Caen Seis Voces es la propuesta que el Museo de Bellas Artes y SACO encargaron a Paco Contreras, El Niño de Elche, en esta novena edición y que presentaron este lunes a los medios de comunicación. Caen Seis Voces también es una relectura sónica de seis piezas pictóricas que cuelgan de las paredes con las que se devuelve un nuevo diálogo a lienzos que van desde el 1565 con La Piedad de Luis Morales hasta 1965, con la Rosa caída de Luis Fernández, cuatro siglos de historia, seis momentos distintos, encadenados por las voces y los pasos: desde la muerte de Dios a la muerte de la rosa, de la que sólo nos quedará el nombre. Por el medio, la Caída de Faetón, de Rafael Tegeo; Bodegón de Lastres, de Telesforo Fernández; Después de una huelga, de José Uría y Uría y Víctima de la Fiesta, de Darío Regoyos. Hay quién cree que el milagro del arte consiste en devolverle la mirada a la obra del autor. Otros creemos que ese milagro solo tiene sentido cuando la mirada está cargada con una poética que la enfrente y en la que solo cabe matar o doblegarse. Todo lo demás es silencio y oscuridad, obra muerta o ignorancia, por mucho que el espectador se arranque los ojos o las orejas para ver que hay detrás de un cuadro o una copla.

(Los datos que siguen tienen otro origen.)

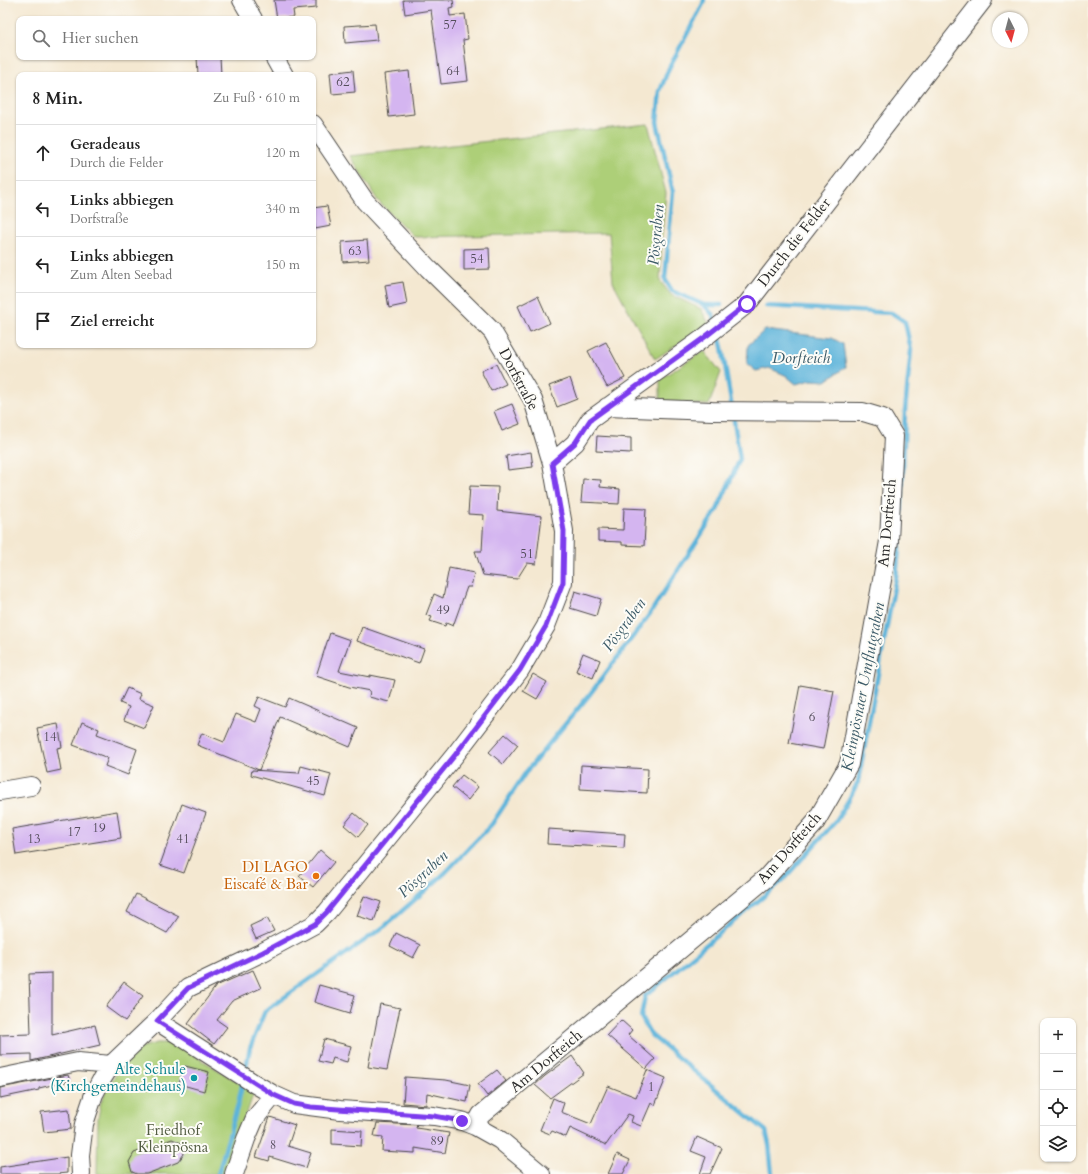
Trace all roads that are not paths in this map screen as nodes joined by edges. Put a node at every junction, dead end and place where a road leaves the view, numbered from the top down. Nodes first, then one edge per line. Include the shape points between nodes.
1 (242, 0) edge
2 (983, 0) edge
3 (251, 16) edge
4 (276, 60) edge
5 (282, 72) edge
6 (316, 128) edge
7 (607, 407) junction
8 (552, 463) junction
9 (30, 786) dead end
10 (0, 791) edge
11 (157, 1021) junction
12 (111, 1065) junction
13 (0, 1078) edge
14 (274, 1095) junction
15 (475, 1126) junction
16 (81, 1174) edge
17 (234, 1174) edge
18 (541, 1174) edge

1 - 3 street
2 - 7 street, Durch die Felder via 747,304
4 - 5 street
6 - 8 street, Dorfstraße via 365,201 492,331 533,400
7 - 8 street, Durch die Felder via 590,420 575,443
7 - 15 street, Am Dorfteich via 863,412 884,418 894,436 889,540 849,764 815,823 766,878 480,1116
8 - 11 street, Dorfstraße via 564,531 563,582 546,626 520,670 455,755 315,924 188,988
9 - 10 street
11 - 12 street, Dorfstraße
11 - 14 street
12 - 13 street via 78,1062
12 - 16 street, Dorfstraße via 88,1108 81,1139
14 - 15 street via 294,1104 311,1107 434,1116
14 - 17 street via 255,1118
15 - 18 street via 500,1140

Luis Alvarez-Fernández, El Niño de Elche, Alfonso Palacio y Pablo de María, durante la presentación de Seis Voces Caen en el Museo de Bellas Artes.

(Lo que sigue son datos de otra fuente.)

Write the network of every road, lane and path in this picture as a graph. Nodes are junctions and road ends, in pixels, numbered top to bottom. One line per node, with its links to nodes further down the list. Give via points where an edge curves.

Reconoce El Niño de Elche que es “muy fan de los descendimientos” y el de Luis Morales cumple con el canon. No hay mayor caída que el dolor eterno de una madre por la muerte de su hijo”. Hay que reconocer que Paco Contreras se mueve como pez en el agua en la experimentación, introduciendo la corporalidad a una poética que emerge desde el flamenco, se trenza con la contemporaneidad y es capaz de abordar con su voz y su biblioteca de sonidos (merced también al trabajo de Luis Álvarez- Fernández), una película de Dulac o de Buñuel, la Caída de Faetón, o el sentimiento grotesco y trágico de lo que es ser español oculto tras la “fiesta” de Regoyos. En realidad, la única obra de las seis voces/óleos que, en sentido estricto, representa una caída es la de Tegeo, que adquiere más fuerza si se confunde con la de San Pablo cuando se apartó del paganismo.

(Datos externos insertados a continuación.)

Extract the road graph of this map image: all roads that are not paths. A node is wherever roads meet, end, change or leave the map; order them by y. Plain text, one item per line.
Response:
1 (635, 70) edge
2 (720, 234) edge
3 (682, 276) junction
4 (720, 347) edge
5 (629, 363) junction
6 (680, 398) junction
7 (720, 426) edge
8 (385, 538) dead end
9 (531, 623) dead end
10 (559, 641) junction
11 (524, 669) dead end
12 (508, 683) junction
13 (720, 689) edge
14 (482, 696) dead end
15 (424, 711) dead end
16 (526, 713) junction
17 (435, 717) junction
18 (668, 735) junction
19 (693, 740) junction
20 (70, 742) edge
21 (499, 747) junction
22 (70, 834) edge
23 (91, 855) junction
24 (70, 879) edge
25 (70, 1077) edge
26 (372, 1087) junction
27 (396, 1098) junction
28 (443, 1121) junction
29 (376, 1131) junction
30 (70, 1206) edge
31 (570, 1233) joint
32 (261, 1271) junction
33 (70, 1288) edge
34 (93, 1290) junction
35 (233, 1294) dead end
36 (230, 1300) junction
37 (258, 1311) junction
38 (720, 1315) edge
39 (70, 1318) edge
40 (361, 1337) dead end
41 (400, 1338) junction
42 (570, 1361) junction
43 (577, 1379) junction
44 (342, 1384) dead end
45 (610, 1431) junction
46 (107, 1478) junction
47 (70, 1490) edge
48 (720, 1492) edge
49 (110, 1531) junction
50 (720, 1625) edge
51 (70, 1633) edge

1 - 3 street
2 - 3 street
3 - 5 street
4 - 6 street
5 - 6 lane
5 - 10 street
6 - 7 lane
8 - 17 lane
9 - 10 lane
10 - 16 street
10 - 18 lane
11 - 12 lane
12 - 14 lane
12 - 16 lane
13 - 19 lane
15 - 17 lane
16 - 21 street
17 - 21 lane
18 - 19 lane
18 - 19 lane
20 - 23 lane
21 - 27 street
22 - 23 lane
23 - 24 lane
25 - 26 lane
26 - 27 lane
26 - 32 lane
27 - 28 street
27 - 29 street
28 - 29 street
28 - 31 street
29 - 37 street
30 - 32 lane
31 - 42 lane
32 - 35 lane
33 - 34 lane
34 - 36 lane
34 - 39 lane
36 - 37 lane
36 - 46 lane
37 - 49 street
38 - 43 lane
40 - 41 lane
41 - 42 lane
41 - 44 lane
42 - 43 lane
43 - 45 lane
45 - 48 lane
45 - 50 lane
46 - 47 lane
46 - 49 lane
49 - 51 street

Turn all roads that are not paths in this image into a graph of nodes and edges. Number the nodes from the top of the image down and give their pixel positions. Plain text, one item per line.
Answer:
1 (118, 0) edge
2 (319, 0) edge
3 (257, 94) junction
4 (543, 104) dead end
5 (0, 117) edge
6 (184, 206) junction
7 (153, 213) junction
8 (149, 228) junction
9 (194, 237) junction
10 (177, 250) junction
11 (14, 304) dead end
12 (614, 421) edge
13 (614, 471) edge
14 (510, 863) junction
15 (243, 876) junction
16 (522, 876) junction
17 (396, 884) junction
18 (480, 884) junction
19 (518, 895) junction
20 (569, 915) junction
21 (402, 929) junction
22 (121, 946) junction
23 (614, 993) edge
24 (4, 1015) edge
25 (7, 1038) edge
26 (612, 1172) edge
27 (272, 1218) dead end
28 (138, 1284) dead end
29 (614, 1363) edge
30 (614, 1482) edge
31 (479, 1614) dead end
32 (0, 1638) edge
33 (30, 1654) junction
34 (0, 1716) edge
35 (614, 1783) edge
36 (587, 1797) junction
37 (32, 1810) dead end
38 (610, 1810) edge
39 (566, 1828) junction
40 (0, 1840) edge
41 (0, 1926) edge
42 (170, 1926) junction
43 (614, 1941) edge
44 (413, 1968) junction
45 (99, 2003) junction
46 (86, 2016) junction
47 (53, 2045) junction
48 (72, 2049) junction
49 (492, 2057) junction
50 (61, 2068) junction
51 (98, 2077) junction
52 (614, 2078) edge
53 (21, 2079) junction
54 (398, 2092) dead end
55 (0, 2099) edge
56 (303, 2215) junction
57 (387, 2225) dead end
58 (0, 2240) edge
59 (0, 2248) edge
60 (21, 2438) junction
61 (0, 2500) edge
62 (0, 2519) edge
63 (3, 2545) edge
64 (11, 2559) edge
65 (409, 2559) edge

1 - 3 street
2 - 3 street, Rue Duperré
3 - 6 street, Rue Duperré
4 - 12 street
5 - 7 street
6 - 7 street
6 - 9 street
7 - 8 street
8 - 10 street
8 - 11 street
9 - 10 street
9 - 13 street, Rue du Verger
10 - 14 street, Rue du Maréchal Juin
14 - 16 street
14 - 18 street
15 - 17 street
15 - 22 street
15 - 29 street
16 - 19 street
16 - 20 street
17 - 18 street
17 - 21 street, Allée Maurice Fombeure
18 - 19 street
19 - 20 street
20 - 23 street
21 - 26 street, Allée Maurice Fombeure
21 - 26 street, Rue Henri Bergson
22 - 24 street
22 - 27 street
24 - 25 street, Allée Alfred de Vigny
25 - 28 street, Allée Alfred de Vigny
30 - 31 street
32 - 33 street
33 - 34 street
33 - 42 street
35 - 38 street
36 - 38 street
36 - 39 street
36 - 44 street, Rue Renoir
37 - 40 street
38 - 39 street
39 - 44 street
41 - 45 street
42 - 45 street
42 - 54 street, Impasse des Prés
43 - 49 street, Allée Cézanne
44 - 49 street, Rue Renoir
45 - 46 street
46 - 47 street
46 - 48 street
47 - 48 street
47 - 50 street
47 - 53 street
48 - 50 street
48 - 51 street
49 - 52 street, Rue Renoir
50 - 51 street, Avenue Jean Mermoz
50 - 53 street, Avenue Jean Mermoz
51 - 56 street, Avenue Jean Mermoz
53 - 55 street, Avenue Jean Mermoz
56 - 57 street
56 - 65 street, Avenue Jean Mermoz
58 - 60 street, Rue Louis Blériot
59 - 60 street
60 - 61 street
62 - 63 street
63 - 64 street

¿A la huelga? es la relectura política que el creador de Antología del Flamenco ofrece del, quizá, más impactante de los cuadros, reverberando una nueva voz, preñada de ira, verdaderamente revolucionaria y esquizoide, como lo es todo revolución. Se trata de Después de una huelga, obra de José Uría y Uría, que enlaza con la tradición libertaria de El niño de Elche perfectamente. En el lienzo de finales del XIX se observa el cadáver de un obrero junto a sus desconsoladas mujer e hija (¿otro descendimiento?), en el seno de una fábrica cavernosa. El oleo de gran formato provoca un insondable dolor político, mientras se atisba a la guardia civil, firme y ajena bajo el sol, fuera de la fábrica. En la voz de El Niño de Elche se produce el cuestionamiento de la verdad o la fe que la clase obrera ha mantenido históricamente en la lucha, en la huelga, configurando un tema de carácter urbano, que podría estar incluido en esa obra maestra concebida en 2015, Voces del Extremo, en la que dialoga sobre su tiempo político con similar rabia y profundidad que Uría hizo más de un siglo antes. Este cuadro podría estar en el paisaje de fondo del mismo 15M, momentum del que partió también la voz de Paco Contreras con una fuerza heterodoxa e inusitada.

No es caerse si no estar caído, no es desvanecerse sino estar a punto de ser en el vacío, lo que la voz ritual de El Niño de Elche, a veces sagrada, otras pagana y otras tantas mística y sufí, propone en este selección de voces, lienzos, aceites que cuelgan en el Museo de Bellas Artes y que se pueden escuchar a lo largo del próximo mes, conectando los móviles a un código QR situado junto a la obra. De la caída, del efecto de caerse, de la potencia que se despilfarra antes y de la que estalla después, cabe una reflexión estética, una narración filosófica, un ensayo que en manos de Paco Contreras, El Niño de Elche, se asimila a una estética. No se la pierdan.